In their first issue, the Nassars challenge the trial court's coverage determination with respect to the fence.

The parties agree that property damage to the Nassars' fence from Hurricane Ike totaled $58,000, and that a Texas Homeowners Policy Form A issued by Liberty Mutual covers this property damage. The parties also agree regarding the liability limits applicable to the individual policy subsections being litigated. They disagree about which policy subsection applies to the fence.

The Nassars contend that this property damage is covered by subsection (1) of "COVERAGE A (DWELLING)," which is subject to a $247,200 liability limit. Liberty Mutual contends that property damage to the Nassars' fence is covered pursuant to subsection (2) of "COVERAGE A (DWELLING)," which is subject to a $24,720 liability limit that Liberty Mutual already has paid. The trial court agreed with Liberty Mutual and granted summary judgment in its favor on this coverage question.

Insurance policies are construed using ordinary rules of contract interpretation. Tanner v. Nationwide Mut. Fire Ins. Co., 289 S.W.3d 828, 831 (Tex.2009). We give policy language its plain, ordinary meaning unless something else in the policy shows the parties intended a different, technical meaning. Id. When construing the policy's language, we must give effect to all contractual provisions so that none will be rendered meaningless. Kelley - Coppedge, Inc. v. Highlands Ins. Co., 980 S.W.2d 462, 464 (Tex.1998) ; see also Chrysler Ins. Co. v. Greenspoint Dodge of Houston, Inc., 297 S.W.3d 248, 253 (Tex.2009).

Liberty Mutual filed a traditional motion for summary judgment with respect to coverage. The operative policy language reads as follows.

COVERAGE A (DWELLING)

We cover:

1. the dwelling on the residence premises shown on the declarations page including structures attached to the dwelling.
2. other structures on the residence premises set apart from the dwelling by clear space. This includes structures connected to the dwelling by only a fence, utility line or similar connection. The total limit of liability for other structures is the limit of liability shown on the declaration page or 10% of Coverage A (Dwelling) limit of liability, whichever is greater.

The term "residence premises " is defined as "the residence premises shown on the declarations page. This includes the one or two family dwelling, including other structures, and grounds where an insured resides or intends to reside within 60 days after the effective date of this policy." The policy does not define "structures" in subsection (1) or "other structures" in subsection (2).

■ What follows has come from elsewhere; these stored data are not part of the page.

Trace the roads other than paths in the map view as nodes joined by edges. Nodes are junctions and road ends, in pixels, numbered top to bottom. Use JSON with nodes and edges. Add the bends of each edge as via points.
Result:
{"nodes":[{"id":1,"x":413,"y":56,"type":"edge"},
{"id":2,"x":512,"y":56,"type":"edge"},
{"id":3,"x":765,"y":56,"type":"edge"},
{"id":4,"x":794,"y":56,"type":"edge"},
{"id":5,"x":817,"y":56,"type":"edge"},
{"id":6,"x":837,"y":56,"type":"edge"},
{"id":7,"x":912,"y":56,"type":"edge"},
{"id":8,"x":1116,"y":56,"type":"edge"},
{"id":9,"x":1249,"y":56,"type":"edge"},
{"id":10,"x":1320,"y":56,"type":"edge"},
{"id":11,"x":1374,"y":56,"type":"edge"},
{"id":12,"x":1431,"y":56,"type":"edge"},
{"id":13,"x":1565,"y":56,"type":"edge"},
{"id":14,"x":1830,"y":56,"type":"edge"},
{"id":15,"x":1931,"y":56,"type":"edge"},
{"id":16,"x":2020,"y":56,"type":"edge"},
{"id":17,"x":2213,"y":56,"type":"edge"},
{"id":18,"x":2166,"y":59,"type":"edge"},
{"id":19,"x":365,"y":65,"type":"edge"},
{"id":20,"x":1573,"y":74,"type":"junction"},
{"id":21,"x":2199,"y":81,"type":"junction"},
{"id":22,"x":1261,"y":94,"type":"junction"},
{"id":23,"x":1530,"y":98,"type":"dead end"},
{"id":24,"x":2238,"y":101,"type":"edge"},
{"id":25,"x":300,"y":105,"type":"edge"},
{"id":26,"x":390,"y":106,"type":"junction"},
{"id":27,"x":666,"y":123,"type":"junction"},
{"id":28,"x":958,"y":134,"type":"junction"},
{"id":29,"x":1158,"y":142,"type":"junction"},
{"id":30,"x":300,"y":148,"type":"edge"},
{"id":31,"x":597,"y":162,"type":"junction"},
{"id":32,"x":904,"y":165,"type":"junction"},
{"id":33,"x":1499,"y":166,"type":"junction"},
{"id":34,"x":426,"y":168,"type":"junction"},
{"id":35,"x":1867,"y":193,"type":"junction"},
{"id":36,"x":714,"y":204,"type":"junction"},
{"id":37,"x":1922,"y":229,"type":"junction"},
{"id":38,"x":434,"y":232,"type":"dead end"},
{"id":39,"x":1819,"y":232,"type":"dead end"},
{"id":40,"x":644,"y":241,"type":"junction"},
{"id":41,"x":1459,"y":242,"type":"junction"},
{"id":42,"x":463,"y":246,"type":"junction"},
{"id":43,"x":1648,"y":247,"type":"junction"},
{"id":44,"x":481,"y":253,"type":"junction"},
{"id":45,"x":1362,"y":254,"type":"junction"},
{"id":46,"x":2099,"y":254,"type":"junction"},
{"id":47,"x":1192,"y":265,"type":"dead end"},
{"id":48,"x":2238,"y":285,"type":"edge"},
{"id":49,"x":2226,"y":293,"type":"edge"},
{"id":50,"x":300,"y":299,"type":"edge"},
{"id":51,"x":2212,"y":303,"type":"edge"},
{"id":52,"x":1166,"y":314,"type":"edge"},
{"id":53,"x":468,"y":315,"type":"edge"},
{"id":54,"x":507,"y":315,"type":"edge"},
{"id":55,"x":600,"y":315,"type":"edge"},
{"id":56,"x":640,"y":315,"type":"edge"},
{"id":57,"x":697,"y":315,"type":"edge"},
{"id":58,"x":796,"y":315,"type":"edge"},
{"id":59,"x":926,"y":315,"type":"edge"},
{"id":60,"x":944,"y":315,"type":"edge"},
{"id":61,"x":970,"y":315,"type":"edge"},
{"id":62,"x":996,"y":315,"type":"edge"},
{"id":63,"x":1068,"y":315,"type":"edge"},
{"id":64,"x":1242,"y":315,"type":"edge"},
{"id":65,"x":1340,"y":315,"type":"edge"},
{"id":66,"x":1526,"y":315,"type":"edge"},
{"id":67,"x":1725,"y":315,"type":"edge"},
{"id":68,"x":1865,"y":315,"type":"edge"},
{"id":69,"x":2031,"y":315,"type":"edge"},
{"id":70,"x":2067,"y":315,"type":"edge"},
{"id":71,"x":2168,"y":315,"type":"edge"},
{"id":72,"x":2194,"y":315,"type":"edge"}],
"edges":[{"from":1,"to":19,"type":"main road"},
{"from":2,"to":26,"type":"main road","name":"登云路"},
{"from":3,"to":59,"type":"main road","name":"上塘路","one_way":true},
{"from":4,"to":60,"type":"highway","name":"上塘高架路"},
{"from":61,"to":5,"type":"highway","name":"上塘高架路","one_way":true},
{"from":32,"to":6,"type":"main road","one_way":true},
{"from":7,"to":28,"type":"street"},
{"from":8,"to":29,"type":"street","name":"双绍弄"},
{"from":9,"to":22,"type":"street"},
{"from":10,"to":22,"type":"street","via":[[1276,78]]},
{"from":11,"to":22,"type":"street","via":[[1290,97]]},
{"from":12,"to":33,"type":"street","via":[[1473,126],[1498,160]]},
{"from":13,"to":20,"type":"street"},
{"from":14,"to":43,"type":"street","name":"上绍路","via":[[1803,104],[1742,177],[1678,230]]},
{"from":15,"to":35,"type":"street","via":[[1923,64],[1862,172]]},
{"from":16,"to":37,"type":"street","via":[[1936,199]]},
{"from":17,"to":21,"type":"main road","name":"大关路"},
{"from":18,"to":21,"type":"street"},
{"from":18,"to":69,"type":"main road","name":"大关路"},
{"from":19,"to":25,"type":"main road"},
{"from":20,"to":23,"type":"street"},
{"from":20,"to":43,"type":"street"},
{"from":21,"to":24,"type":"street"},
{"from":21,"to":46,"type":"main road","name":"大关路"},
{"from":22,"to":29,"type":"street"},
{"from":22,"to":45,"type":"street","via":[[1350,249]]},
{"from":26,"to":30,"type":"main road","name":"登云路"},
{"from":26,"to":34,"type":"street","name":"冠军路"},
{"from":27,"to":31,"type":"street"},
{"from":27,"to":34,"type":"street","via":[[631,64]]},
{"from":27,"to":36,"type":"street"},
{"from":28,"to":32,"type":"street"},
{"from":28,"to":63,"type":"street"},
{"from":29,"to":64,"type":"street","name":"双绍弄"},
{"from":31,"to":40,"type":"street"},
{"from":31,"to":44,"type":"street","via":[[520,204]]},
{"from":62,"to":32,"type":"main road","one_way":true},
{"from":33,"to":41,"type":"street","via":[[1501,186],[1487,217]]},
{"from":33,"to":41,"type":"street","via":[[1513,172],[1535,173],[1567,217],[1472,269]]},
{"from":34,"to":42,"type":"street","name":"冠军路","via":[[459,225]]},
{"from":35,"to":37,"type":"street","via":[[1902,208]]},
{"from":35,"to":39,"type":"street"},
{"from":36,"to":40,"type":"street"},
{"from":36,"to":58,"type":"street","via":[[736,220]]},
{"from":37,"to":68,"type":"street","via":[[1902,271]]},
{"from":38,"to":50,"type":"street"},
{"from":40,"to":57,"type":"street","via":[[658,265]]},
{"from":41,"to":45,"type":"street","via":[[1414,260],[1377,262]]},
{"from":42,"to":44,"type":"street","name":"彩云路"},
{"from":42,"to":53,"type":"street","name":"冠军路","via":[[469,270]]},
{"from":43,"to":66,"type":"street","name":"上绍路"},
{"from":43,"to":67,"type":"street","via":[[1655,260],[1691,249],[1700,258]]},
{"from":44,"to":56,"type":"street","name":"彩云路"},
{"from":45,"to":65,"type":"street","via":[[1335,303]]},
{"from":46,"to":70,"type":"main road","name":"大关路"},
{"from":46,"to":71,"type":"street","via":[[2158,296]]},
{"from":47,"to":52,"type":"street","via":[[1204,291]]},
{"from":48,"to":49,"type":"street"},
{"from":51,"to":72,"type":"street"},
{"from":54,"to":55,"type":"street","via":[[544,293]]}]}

According to the Nassars, subsection (1) applies because their fence is a "structure[ ] attached to the dwelling" and is not "set apart from the dwelling by clear space." They contend that "the dwelling portion of the policy covers not only the residence but structures attached to the residence." In support of these contentions, Elie Nassar submitted a summary judgment affidavit in which he stated that "[w]e ... have a fence that is attached to my house/dwelling that encircles all of the property." He further stated that the "fence is connected and attached to my home" along the east side of the house, where "the fence is attached with two 4x4 poles connected to the slab and brick of the house by cement;" along the north side of the house, where the fence is attached via 4x4 poles connected to slab, porch, or brick; and along the west side of the house, where "the fence is directly bolted into the brick and slab of the house."

For its part, Liberty Mutual argues: "Because a fence is specifically identified as a connection that is insufficient to attach other structures to the dwelling, the fence itself cannot be an extension of the dwelling. Otherwise, like a breezeway connecting a garage, both buildings and the fence would all become part of the dwelling." According to Liberty Mutual, the policy "equates connection by a fence or utility line with ‘clear space.’ " Further, Liberty Mutual argues that "the Nassars cannot convert the entire network of fences on their six acre farm to an extension of their ‘dwelling’ by virtue of four bolts."

The Nassars respond that "the fence falls under the ‘dwelling’ portion of coverage since it is connected to the residence premises at various points, as required by the policy language." According to the Nassars, subsection (2)'s language "is used to preclude an insured from building random fences that radiate out over a property and connect to other things like barns, workshops, and sheds, which would lead to a claim that these structures are attached to the dwelling by virtue of a fence."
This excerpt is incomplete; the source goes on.